Metrics were also compared among diseases and levels, with intention to find out the indications of faster R-CNNs in this research. The results turned out that periodontitis can be well detected among all levels, while decay and periapical periodontitis were better predicted with an increase in severity. Decay and periapical periodontitis with moderate or severe levels were in much larger scales and were more visually distinctive than mild level, and the small size objects are easy to be ignored after downsampling in faster R-CNN processes. Thus, disease lesions with too small sizes may not be indications for faster R-CNN. On the other hand, the distribution of lesions among different disease categories and severity levels is uneven in this study, which could also affect the performances of networks. There is also a trend of poorer performances with less train samples, because the networks need to be trained with enough amount of ground truth cases before they can correctly predict disease lesions. However, imbalance distribution of lesion counts across diseases and levels is the actual situation in real clinical dental radiographs. Thus, when it comes to the clinical application, radiographs should better be screened from the clinical images to form an evenly distributed train dataset.

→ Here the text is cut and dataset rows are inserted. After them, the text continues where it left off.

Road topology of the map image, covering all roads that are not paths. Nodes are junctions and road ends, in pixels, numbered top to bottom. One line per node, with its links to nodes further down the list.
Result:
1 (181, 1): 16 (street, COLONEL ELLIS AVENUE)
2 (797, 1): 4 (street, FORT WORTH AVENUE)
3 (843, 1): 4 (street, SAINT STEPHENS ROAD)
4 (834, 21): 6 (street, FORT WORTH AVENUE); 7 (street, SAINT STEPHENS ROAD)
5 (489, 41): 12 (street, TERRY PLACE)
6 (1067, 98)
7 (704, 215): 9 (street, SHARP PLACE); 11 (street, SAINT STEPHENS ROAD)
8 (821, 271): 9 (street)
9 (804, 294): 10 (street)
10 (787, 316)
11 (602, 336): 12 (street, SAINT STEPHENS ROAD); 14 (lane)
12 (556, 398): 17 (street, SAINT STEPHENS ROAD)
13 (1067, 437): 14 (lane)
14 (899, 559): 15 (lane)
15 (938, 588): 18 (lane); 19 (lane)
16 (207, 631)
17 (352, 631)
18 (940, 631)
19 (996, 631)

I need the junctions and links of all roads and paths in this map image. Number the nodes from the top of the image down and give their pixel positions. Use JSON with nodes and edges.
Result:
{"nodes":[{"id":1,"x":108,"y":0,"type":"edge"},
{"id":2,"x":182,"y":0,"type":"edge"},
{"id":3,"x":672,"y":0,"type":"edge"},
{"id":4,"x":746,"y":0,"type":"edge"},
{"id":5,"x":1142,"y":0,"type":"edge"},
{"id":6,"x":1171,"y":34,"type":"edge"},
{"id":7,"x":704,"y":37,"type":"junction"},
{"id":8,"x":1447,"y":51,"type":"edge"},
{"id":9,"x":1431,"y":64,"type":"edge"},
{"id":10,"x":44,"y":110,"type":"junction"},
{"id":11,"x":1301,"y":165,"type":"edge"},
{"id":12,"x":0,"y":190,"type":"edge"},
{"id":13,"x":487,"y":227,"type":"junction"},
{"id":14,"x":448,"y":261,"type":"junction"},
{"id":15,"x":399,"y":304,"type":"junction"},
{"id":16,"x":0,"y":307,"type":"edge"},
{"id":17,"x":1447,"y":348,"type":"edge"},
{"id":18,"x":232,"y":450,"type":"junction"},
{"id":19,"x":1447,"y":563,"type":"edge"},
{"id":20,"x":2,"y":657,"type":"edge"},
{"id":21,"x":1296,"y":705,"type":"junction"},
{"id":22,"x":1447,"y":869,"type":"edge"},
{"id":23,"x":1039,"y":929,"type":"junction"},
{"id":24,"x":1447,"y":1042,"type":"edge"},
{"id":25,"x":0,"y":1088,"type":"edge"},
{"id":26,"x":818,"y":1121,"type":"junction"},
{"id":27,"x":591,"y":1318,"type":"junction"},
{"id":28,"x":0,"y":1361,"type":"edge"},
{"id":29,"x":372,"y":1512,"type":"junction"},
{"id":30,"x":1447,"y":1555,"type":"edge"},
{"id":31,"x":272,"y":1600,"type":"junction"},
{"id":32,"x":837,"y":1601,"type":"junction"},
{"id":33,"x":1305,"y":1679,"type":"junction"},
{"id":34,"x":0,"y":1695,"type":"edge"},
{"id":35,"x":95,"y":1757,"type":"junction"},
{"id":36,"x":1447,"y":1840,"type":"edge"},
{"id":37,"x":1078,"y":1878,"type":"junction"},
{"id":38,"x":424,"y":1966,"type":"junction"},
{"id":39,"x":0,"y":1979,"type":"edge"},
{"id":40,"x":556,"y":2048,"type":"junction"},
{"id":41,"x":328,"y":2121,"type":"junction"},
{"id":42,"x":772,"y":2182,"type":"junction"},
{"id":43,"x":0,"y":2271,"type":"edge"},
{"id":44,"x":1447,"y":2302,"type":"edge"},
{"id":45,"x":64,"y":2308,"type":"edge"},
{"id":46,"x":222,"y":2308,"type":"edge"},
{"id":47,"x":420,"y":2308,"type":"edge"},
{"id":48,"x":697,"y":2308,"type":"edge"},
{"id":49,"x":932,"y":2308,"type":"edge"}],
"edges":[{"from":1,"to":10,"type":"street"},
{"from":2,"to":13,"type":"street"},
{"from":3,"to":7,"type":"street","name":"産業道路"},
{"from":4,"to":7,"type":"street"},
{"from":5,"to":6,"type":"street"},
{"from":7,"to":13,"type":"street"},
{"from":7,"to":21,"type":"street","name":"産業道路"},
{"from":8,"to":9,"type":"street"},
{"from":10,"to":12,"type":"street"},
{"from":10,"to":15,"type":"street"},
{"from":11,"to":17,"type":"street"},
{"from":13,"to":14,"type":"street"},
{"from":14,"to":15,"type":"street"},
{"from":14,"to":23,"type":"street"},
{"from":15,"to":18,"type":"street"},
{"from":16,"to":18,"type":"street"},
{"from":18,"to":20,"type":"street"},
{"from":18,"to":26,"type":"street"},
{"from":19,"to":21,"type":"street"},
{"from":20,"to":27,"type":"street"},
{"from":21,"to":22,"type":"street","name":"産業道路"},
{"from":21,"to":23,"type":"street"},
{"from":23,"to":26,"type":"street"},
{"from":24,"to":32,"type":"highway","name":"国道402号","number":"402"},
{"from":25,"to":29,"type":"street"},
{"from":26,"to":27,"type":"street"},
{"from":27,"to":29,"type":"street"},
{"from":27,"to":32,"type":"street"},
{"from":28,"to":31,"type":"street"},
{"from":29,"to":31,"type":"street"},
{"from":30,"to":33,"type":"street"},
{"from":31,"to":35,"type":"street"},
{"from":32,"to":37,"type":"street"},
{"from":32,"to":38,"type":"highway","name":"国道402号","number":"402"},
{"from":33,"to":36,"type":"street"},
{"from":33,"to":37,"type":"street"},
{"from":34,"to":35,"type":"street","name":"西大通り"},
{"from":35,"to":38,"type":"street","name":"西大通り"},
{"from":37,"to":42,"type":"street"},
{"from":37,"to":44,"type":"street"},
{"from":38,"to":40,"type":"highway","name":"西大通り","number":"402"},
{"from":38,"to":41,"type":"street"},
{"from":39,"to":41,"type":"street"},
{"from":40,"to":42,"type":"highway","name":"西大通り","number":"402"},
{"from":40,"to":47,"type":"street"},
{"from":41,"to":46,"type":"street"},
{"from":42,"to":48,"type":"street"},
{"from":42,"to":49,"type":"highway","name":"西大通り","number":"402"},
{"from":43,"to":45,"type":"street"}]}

The performances of current networks were poorer than Srivastava et al. [29] with precision reported to be 61.5 and recall 81.5 on bitewing images. This might because the ground truth used by Srivastava et al. for existence of caries was radiographic interpretation by dentists combined with clinical verification, and they did not specify the severity or size of the carious lesions. Although the performances were not sufficient to be used as diagnostic tools alone, it can prompt dentist with potential disease lesions, which is beneficial to improve the efficiency of clinical work. Furtherly, the structure of deep CNNs should be updated and some pre-image or post-image processing techniques should be carried out to improve the performances of disease detection on dental periapical radiographs, which will be our next work.

Conclusions

Some conclusions can be drawn with the constructed faster R-CNNs:

  1. 1.

    The faster R-CNNs were able to detect diseases including decay, periapical periodontitis, and periodontitis in dental periapical radiographs.

  2. 2.

    The network train strategy, disease category, and severity level all have significant influences on performances of faster R-CNNs.

  3. 3.

    It is better to train one faster R-CNN for each disease classification, rather than training only one faster R-CNN for all disease classifications. However, training one R-CNN for each severity level is discouraged, because there tends to be a drawback of performances.

  4. 4.

    Decays and periapical periodontitis with higher severity tend to be better predicted than lesions with lower severity.

  5. 5.

    In mild and moderate levels, periodontitis can be better detected than periapical periodontitis, and periapical periodontitis better than decay, but the rank was reversed in severe levels.